The WhiskyBaba Experience: Encountering the Jungian Shadow by Enlivening the Nāṭyaśāstra

The Nāṭyaśāstra: The Theory of Rasā

The Nāṭyaśāstra is a Sanskrit treatise on the performing arts, authored by sage Bharatamuni.

Most notably, it addresses the aesthetic theory of rasā, which translates from Sanskrit as ‘essence’, ‘taste’ or ‘nectar’. Herein, eight rasās are identified, which encapsulate the totality of human expression and experience:

śṛṅgāraḥ (शृङ्गारः) (loosely translated as love or eroticism)

hāsyam (हास्यं): (laughter)

raudram (रौद्रं): (rage)

kāruṇyam (कारुण्यं): (compassion)

bībhatsam (बीभत्सं): (disgust)

bhayānakam (भयानकं) (terror)

vīram (वीरं) (heroism)

adbhutam (अद्भु) (wonder, astonishment)

The Nāṭyaśāstra pinpoints the ultimate, supreme aim of any work of performance art to be titillating the interior landscape of the one in the audience to experience pure rasā.

However, access to rasā in its purity is not limited to the performing arts medium; each experience offers the opportunity to tap into rasā, if one opens themselves to it.

Furthermore, rasās are given so much importance by Bharatamuni (and also by Abhinavagupta in his magnum opus Tantrāloka) because arguably it is by experiencing rasā in fullness that one can be offered a gateway to experiencing and understanding the essence of their being and consciousness.

Customarily, we do not experience any rasā in its complete intensity, and we instead only taste it in partiality; muddled, adulterated. For instance, we rarely experience rage, partly because we are unwilling to open to its full intensity (perhaps out of preconceived notions of it being ‘wrong’, perhaps out of discomfort), and instead feel diluted anger. Our unwillingness to experience emotions in their purity is the reason we remain stuck in life, and find it difficult to let situations, memories, people go. (see more: The Theory of Rasa, Pravas Jivan Chaudhury, 1952)

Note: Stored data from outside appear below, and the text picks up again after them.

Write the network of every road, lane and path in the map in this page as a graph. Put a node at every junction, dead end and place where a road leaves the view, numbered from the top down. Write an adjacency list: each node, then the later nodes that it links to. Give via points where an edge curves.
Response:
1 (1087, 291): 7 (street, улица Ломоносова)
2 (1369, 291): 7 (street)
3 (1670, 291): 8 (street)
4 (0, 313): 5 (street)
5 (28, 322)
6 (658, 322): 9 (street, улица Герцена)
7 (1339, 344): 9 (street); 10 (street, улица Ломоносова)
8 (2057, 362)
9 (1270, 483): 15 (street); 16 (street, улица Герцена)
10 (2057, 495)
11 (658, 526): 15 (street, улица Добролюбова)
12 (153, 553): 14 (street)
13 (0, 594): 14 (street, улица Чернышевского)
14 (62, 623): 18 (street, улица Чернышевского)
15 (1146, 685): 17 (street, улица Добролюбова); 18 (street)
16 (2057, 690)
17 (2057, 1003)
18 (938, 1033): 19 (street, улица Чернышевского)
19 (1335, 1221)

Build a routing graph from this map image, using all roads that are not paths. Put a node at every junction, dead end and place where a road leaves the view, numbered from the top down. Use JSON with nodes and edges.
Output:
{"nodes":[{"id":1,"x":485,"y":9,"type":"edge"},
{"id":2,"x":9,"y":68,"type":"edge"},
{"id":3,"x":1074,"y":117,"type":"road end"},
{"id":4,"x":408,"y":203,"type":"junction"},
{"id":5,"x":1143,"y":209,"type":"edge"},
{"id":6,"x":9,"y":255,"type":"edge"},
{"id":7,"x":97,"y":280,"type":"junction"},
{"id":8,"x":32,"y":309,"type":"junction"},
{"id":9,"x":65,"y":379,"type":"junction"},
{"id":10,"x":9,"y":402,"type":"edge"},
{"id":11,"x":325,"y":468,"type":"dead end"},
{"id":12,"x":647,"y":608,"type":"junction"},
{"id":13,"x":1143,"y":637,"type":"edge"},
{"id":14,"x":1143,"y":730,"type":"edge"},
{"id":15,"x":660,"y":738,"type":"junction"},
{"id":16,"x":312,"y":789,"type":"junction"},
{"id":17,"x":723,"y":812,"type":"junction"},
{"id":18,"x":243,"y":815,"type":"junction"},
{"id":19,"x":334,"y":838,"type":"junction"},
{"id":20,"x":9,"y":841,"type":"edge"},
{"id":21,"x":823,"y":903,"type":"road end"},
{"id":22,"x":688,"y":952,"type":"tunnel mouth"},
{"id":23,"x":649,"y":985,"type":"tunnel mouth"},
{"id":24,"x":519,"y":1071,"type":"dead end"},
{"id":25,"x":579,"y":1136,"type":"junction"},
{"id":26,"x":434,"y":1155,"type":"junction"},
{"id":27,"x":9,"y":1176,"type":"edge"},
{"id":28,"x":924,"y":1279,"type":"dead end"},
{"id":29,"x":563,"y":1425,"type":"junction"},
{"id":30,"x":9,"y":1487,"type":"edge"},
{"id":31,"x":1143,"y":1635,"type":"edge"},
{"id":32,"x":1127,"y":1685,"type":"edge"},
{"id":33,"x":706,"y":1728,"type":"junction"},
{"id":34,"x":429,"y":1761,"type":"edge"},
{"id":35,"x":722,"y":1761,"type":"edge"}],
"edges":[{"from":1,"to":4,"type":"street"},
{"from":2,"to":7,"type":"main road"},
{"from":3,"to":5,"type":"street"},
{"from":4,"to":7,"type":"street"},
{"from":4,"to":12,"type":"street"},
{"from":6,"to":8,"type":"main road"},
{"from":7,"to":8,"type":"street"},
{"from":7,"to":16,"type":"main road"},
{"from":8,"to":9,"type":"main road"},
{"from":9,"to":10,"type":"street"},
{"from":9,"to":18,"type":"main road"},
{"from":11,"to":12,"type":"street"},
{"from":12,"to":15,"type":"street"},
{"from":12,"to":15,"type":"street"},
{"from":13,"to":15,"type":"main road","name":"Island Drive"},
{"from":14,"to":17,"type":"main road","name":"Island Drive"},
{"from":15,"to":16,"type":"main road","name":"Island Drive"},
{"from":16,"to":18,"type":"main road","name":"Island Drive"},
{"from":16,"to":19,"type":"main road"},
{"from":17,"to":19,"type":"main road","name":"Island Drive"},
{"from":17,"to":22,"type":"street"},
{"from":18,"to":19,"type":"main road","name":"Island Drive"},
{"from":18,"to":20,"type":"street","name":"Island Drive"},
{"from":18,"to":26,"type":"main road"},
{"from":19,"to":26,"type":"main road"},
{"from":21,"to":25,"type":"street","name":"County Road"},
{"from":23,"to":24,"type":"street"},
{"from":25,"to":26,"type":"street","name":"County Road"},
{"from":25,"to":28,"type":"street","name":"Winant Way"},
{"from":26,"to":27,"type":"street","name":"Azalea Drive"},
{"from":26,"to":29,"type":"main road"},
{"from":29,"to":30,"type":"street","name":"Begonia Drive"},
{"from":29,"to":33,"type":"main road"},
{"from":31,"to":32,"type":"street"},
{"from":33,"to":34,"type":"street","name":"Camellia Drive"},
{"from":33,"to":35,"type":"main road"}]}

The Nāṭyaśāstra: Life as a Stage

One of the precepts of the Nāṭyaśāstra is that life is play, and we live as actors on a stage: continuously being offered the opportunity to tap into rasā, and, ultimately, into the depths of our beings.

At the WB immersive, we had the opportunity to live this precept by playacting characters we chose or felt connected to. The darkened ambiance of the secluded Scottish manor we stayed in (which included a real-life bar located in the heart of the house!) was a rich opportunity to delve inward, effects of which continue to percolate for me. I won’t provide an account of the three plays we were engaged in, as I believe it would be futile to try to describe the experience, and a chronological or narrative account won’t serve anyone who was not there; I will however centre on the effects of it.

Interestingly, the experience of life as stage, not as lived for me while on-retreat — in which my direct experience was more one of passive enjoyment in the absorption of delight of the senses (with an emphasis on taste, touch, and sight) — began to dawn as gradual understanding in the aftermath of the retreat. It was not very conscious, but I began to find myself recognising the different characters or personas of myself that I slip into as my day unfolds and to see how my experience of myself is ever-changing.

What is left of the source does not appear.